Uber terá de indenizar quase 50 mil passageiros nos EUA por taxa excessiva

Por Redação | 16 de Setembro de 2016 às 08h58
photo_camera Divulgação

A polêmica política de gorjetas do Uber rendeu um revés à empresa. Isso porque ela terá de indenizar usuários nos Estados Unidos que se sentiram enganados pelo fato de a empresa cobrar compulsoriamente uma taxa para gorjetas que não era repassada integralmente aos motoristas.
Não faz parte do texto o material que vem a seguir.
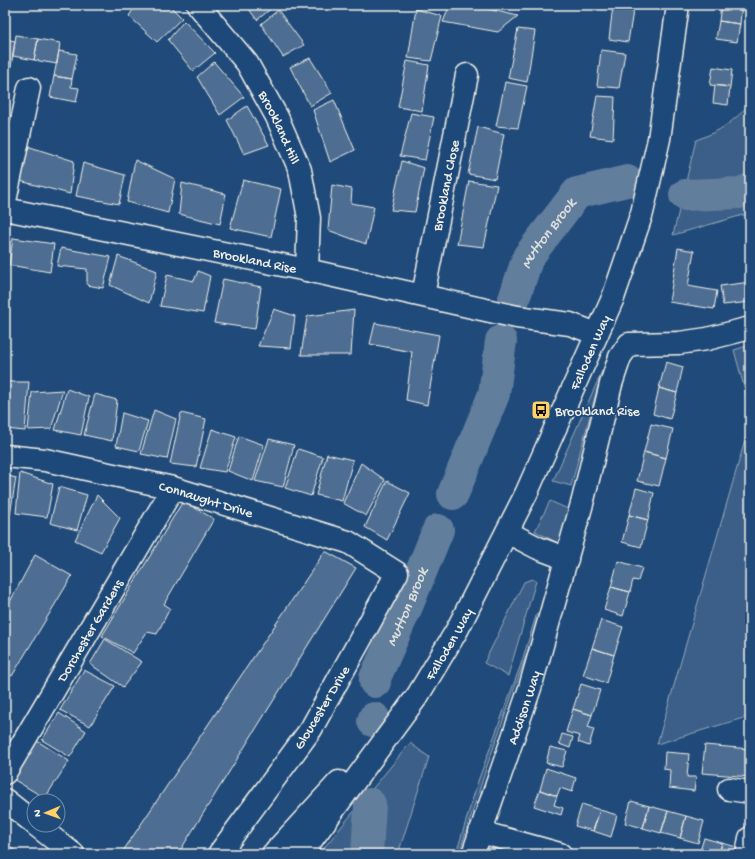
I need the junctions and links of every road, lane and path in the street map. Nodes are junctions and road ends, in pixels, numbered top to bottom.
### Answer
1 (198, 5) edge
2 (678, 5) edge
3 (467, 75) dead end
4 (29, 88) dead end
5 (5, 201) edge
6 (5, 209) edge
7 (308, 270) junction
8 (423, 296) junction
9 (750, 328) edge
10 (597, 334) junction
11 (5, 456) edge
12 (173, 488) junction
13 (507, 532) junction
14 (567, 559) junction
15 (397, 573) joint
16 (418, 695) junction
17 (5, 773) edge
18 (5, 800) edge
19 (26, 817) edge
20 (480, 832) junction
21 (46, 833) edge
22 (750, 838) edge
23 (73, 854) edge
24 (219, 854) edge
25 (273, 854) edge
26 (301, 854) edge
27 (473, 854) edge
28 (560, 854) edge
29 (747, 854) edge

1 - 7 main road, Brookland Hill
2 - 10 main road, Falloden Way
3 - 8 main road, Brookland Close
4 - 5 main road
6 - 7 main road, Brookland Rise
7 - 8 main road, Brookland Rise
8 - 10 main road, Brookland Rise
9 - 14 main road, Addison Way
10 - 13 main road, Falloden Way
11 - 12 main road, Connaught Drive
12 - 15 main road, Connaught Drive
12 - 17 main road, Dorchester Gardens
13 - 14 main road
13 - 16 main road, Falloden Way
14 - 20 main road, Addison Way
15 - 24 main road, Gloucester Drive
16 - 25 main road, Falloden Way
16 - 26 main road, Falloden Way
18 - 19 main road
20 - 27 main road, Addison Way
20 - 28 main road
21 - 23 main road
22 - 29 main road

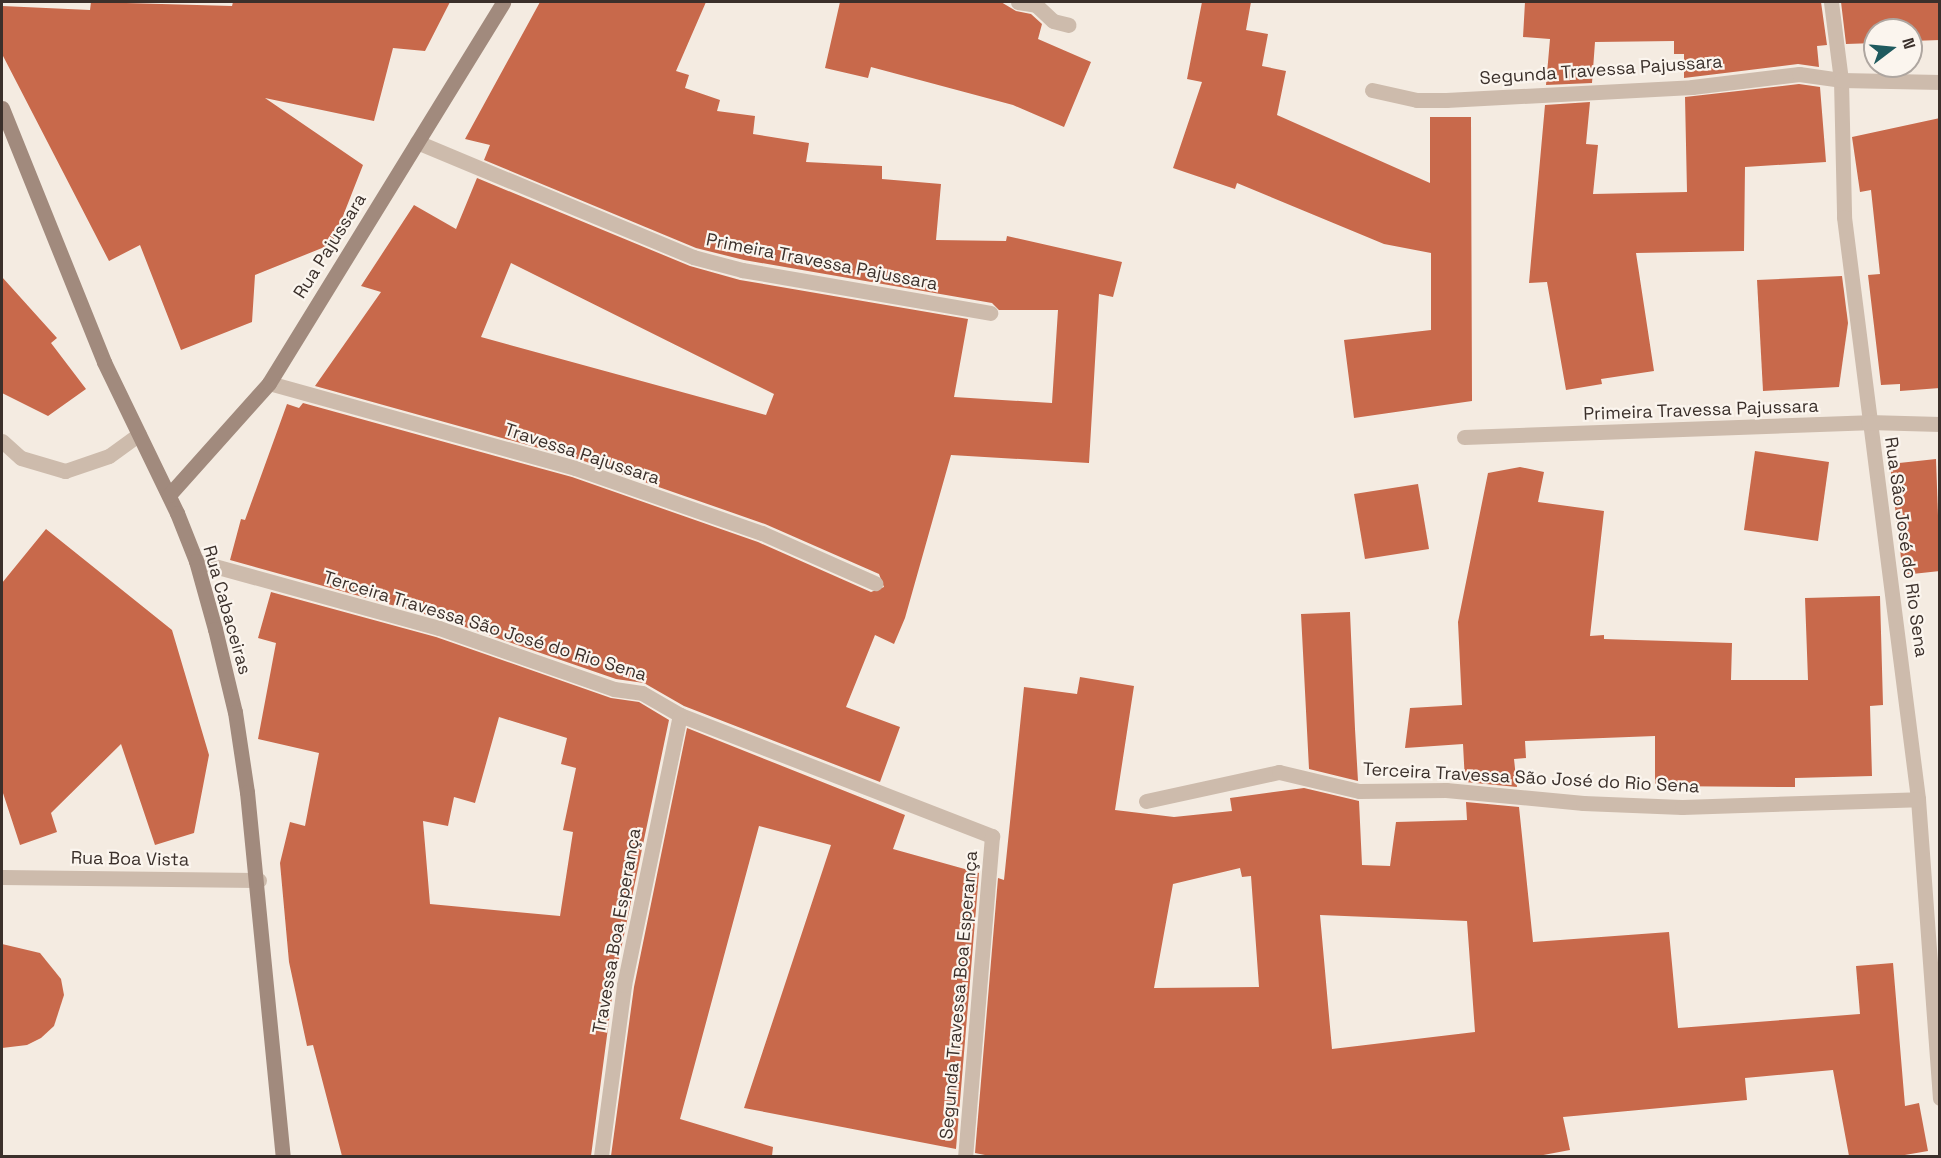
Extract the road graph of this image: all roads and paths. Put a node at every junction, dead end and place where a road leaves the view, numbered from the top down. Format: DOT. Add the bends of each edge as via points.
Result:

Pelas regras atuais, os motoristas são impedidos de aceitar gorjetas – valor que, segundo a empresa, já estaria incluído no preço das corridas, a despeito da intenção do usuário.

Pelo acordo aprovado pelo juiz distrital de San Francisco, Edward Chen, o Uber terá de desembolsar US$ 384 mil para pagar 47 mil usuários do aplicativo naquele país. O valor, no entanto, é menor do que os US$ 860 mil que a empresa coletou apenas com esse artifício durante um ano. Neste período, a empresa informou em seu site e por canais de marketing que era feito um acréscimo de 20% ao valor de cada corrida em função das gorjetas. O que faltou ao Uber esclarecer é que ele ficava com algo entre 40% e 50% desse dinheiro.

Segundo informa a Bloomberg, o pedido de acordo ao juiz Edward Chen, foi feito por advogados dos passageiros. Isso porque o montante a ser pago pela Uber representa “essencialmente um reembolso integral da quantia em questão nesta ação”.

Não são só os passageiros dos Estados Unidos que estão descontentes com o Uber. O app tem enfrentado ações também por parte de seus próprios motoristas, segundo os quais a empresa considera como “funcionários independentes”, a fim de driblar questões trabalhistas. As exigências incluem “proteções salariais”, “pagamento de horas extras”, “tempo para descanso” e “pausas para refeições”.